The 20th-century literature in its stylistic and ideological variety is non-comparable to the literature of the 19th century, where it was possible to allocate only three or four leading movements. At the same time, modern literature has not given more great talents, than the literature of the 19th century.

The previous century appeared as the richest in the variety of literary movements, including directions such as the literature of the absurd, Angry Young Men, Harlem Renaissance, Magic realism, Modernism and etc. One direction that should be specifically outlined is post-modernism. In this research post-modernism as a literary movement will be presented as an analysis of the historical background, writing style, and remarkable authors.

European and American post-modernism have developed in the late sixties and the beginning of the seventies. Unlike classical modernism with its cult of aesthetic novelty and the high aesthetic form, and also gravitation to a system in outlook, postmodernism was based on the cultivation of the art citation, the unoriginal plot, and the simplified language was oriented on simpler taste. The movement has occurred, having in its basis the philosophy of the end of human history, the philosophy of the natural person who is giving in to the dictatorship of psycho-physiological requirements.

The problems of postmodernism’s occurrence, functioning along with their theoretical judgment became the object of consideration of scientists since the sixties of the 20th century. Postmodernism can be considered, as a peculiar level of knowledge in the most developed societies. As it is known, this level of knowledge shows the cultural totality, which can be conditionally called tradition. Postmodernism, as defined by Jean-François Lyotard, represents the position of culture after the transformations which influenced the rules of scientific, artistic, and literary games, since the end of the 19th century. (Lyotard).

It was the end of the 19th century when society experienced a peculiar crisis connected with the formation of utopian ideals of modernism which should have become “a new, unprecedented era”. (Berman 3) Modernism as an aesthetic phenomenon became a tradition antonym. Modernist literature could be characterized by its depth, but postmodern writers aimed at depicting the truth of real-life without trying to make it better or to hide what could arouse resentment in readers.

However, modernism could not achieve its primary goals in the literature: the validation of science and scientific knowledge through the story and the creation of an original set of morality, capable to create as much accepted consensus variant as possible between the author and the reader. Therefore it was obvious, that society and literature were at a new step in the development of thinking and perception, where postmodernism has become such a step.

Postmodernism in the literature started to take a shape in the sixties and the seventies of the 20th century and, as well as modernism, promised salvation. This salvation and social release were imposed on the public in a rather aggressive way. The announcement of the death of the author, the novel, the story, and true art became the main installations of postmodernism. As stated by Federman, one of the theorists of a postmodernism and the author of six novels in such style, “Post-modern fiction experimented with death, or rather with its own death ” (Federman).
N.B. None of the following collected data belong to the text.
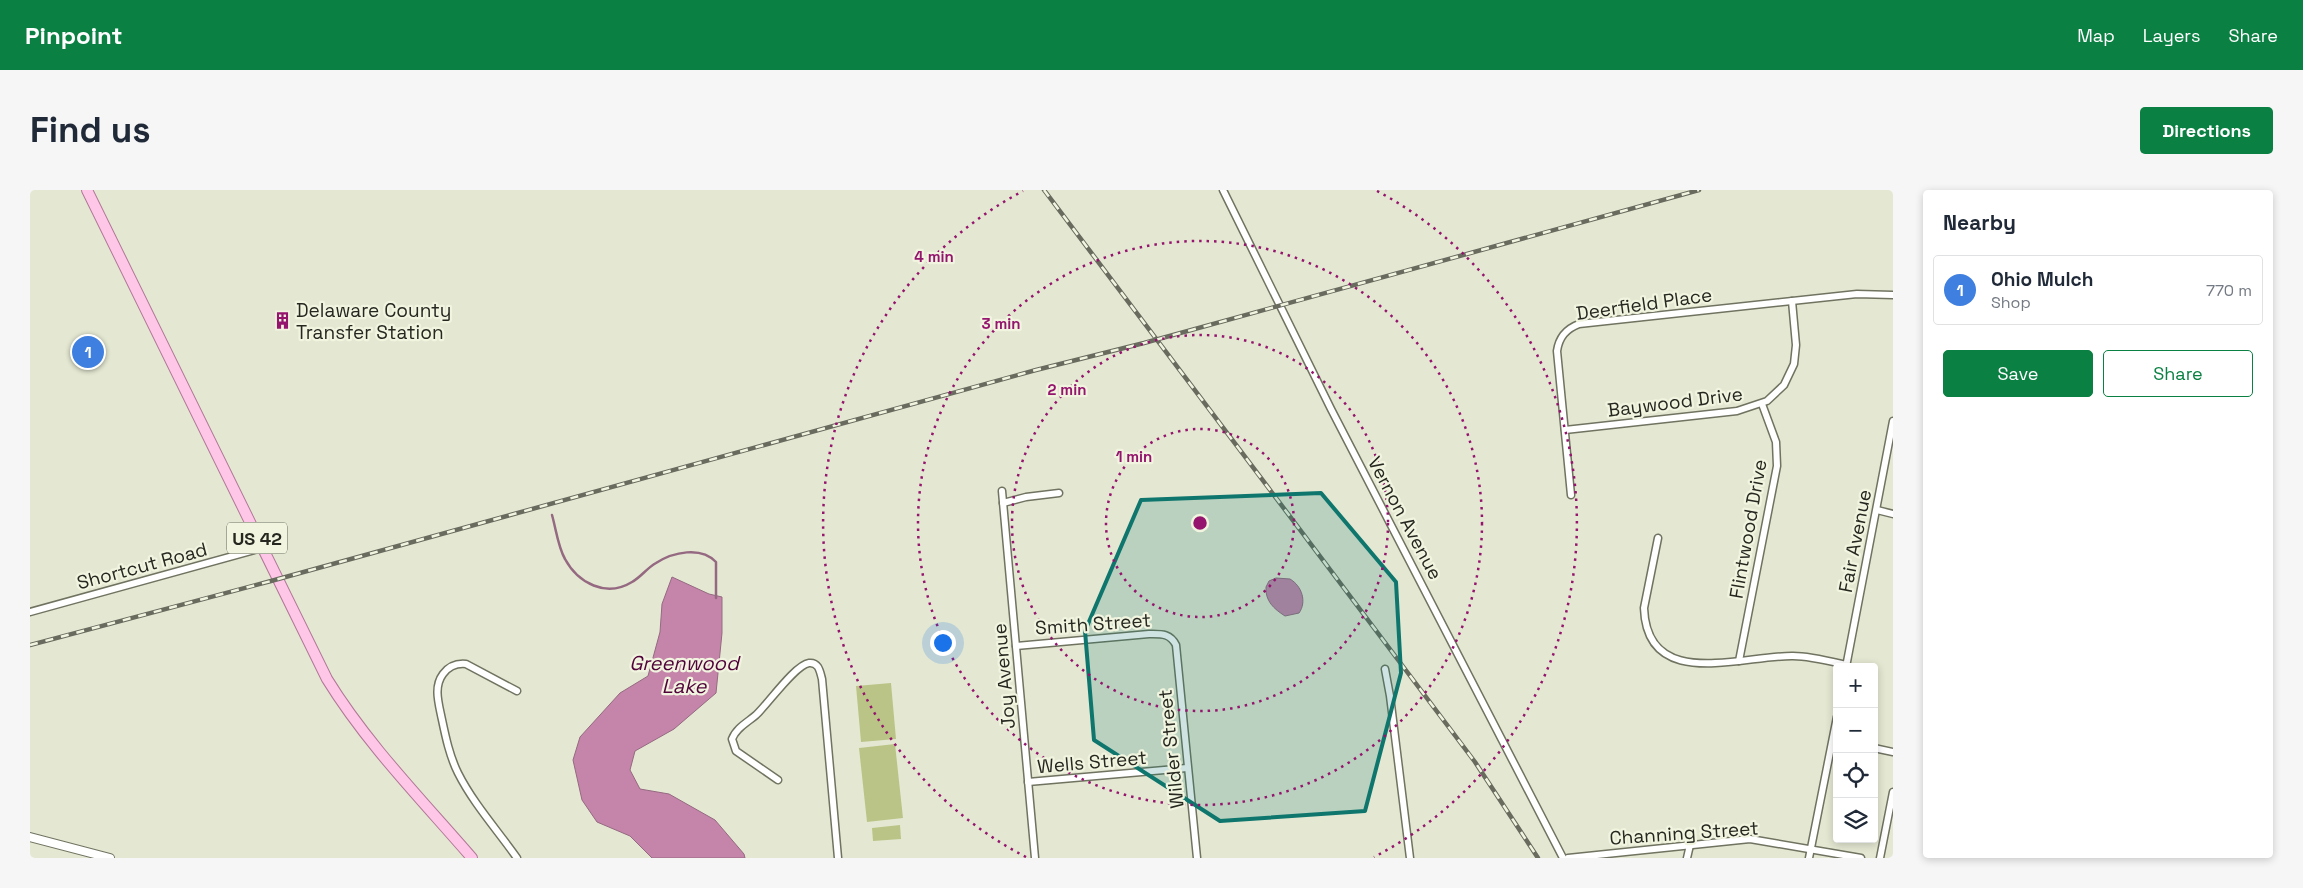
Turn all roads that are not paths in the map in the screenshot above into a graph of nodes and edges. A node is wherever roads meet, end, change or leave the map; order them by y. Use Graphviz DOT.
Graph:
graph roads {
  1 [pos="87,190"];
  2 [pos="1223,190"];
  3 [pos="1893,295"];
  4 [pos="1792,301"];
  5 [pos="1762,404"];
  6 [pos="1893,420"];
  7 [pos="1564,430"];
  8 [pos="1002,491"];
  9 [pos="1058,493"];
  10 [pos="1571,495"];
  11 [pos="1003,503"];
  12 [pos="1876,510"];
  13 [pos="1893,514"];
  14 [pos="1658,538"];
  15 [pos="262,548"];
  16 [pos="30,612"];
  17 [pos="1171,638"];
  18 [pos="1016,646"];
  19 [pos="1739,661"];
  20 [pos="1847,663"];
  21 [pos="1833,664"];
  22 [pos="1384,669"];
  23 [pos="517,690"];
  24 [pos="1878,749"];
  25 [pos="1833,750"];
  26 [pos="1893,752"];
  27 [pos="1187,768"];
  28 [pos="778,780"];
  29 [pos="1028,782"];
  30 [pos="1893,792"];
  31 [pos="30,837"];
  32 [pos="1690,845"];
  33 [pos="1811,848"];
  34 [pos="110,858"];
  35 [pos="472,858"];
  36 [pos="517,858"];
  37 [pos="838,858"];
  38 [pos="1035,858"];
  39 [pos="1197,858"];
  40 [pos="1410,858"];
  41 [pos="1562,858"];
  42 [pos="1568,858"];
  43 [pos="1688,858"];
  44 [pos="1809,858"];
  45 [pos="1861,858"];
  46 [pos="1880,858"];
  1 -- 15 [label="main road, US 42"];
  2 -- 41 [label="street, Vernon Avenue"];
  3 -- 4 [label="street, Deerfield Place"];
  4 -- 5 [label="street, Baywood Drive"];
  4 -- 7 [label="street, Deerfield Place"];
  5 -- 7 [label="street, Baywood Drive"];
  5 -- 19 [label="street, Flintwood Drive"];
  6 -- 12 [label="street, Fair Avenue"];
  7 -- 10 [label="street, Deerfield Place"];
  8 -- 11 [label="street, Joy Avenue"];
  9 -- 11 [label="street"];
  11 -- 18 [label="street, Joy Avenue"];
  12 -- 13 [label="street"];
  12 -- 20 [label="street, Fair Avenue"];
  14 -- 19 [label="street"];
  15 -- 16 [label="street, Shortcut Road"];
  15 -- 35 [label="main road, US 42"];
  17 -- 18 [label="street, Smith Street"];
  17 -- 27 [label="street, Wilder Street"];
  18 -- 29 [label="street, Joy Avenue"];
  19 -- 21 [label="street"];
  22 -- 40 [label="street"];
  23 -- 36 [label="street"];
  24 -- 26 [label="street"];
  25 -- 33 [label="street"];
  27 -- 29 [label="street, Wells Street"];
  27 -- 39 [label="street, Wilder Street"];
  28 -- 37 [label="street"];
  29 -- 38 [label="street, Joy Avenue"];
  30 -- 46 [label="street"];
  31 -- 34 [label="street"];
  32 -- 33 [label="street, Channing Street"];
  32 -- 42 [label="street, Channing Street"];
  32 -- 43 [label="street"];
  33 -- 44 [label="street"];
  33 -- 45 [label="street, Channing Street"];
}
Literary postmodernism can be called quotation literature. Playing with citations can be considered as a form of inter-textuality. According to Barthes, it “cannot be reduced to a problem of sources and influences; it is a general field of anonymous formulas whose origin is seldom identifiable, of unconscious or automatic quotations, given without quotation marks.” (Love) In other words, it only seems to the author that he creates, in reality, the culture creates the works using the author as a tool.

In the postmodernism theory, similar literature began to be characterized by the term “the death of the author”, identified by Barthes. (Barthes) It means, that each reader can tower to the author’s level, receive the legitimate right to recklessly finish the work, and attribute to the text any meanings, including the ones initially not assumed by the author. Despite such criticism, the postmodernism literature introduced several notable authors that can be representative of such movements.
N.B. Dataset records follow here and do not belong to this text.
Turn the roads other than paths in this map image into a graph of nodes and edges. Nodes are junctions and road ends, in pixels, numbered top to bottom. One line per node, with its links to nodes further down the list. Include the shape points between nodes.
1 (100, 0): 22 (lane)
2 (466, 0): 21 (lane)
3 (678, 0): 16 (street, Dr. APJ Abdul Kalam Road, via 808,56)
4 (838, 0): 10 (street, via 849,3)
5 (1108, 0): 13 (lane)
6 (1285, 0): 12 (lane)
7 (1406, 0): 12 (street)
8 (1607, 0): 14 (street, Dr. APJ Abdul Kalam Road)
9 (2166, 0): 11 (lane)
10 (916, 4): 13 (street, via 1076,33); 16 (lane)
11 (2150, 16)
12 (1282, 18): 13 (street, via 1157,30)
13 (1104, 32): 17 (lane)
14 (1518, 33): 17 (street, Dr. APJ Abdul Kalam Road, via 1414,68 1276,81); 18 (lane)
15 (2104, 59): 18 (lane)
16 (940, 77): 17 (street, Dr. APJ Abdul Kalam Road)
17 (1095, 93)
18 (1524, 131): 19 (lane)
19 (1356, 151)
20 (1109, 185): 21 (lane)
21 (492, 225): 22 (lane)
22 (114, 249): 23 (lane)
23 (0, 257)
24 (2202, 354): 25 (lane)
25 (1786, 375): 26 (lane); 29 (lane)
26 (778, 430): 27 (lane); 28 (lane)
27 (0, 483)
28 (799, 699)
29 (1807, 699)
One of such authors as Jorge Luis Borges. Jorge Luis Borges – born in Buenos Aires, Argentina on August 24, 1899, is an Argentinean prose writer, poet and a publicist. Borges is known for the laconic prosaic imaginations which are often masking reasoning on serious scientific problems or taking the form of adventure or detective stories. The effect of the authenticity of fictional events is reached in Borges’s works by introducing a narration of episodes of Argentina’s history and names of contemporary writers, and the facts of own biography. (Ruch) This helps to convince the readers that the events depicted in the work are real, not invented because it is named for the unhidden truth that some readers valued post-modern literature.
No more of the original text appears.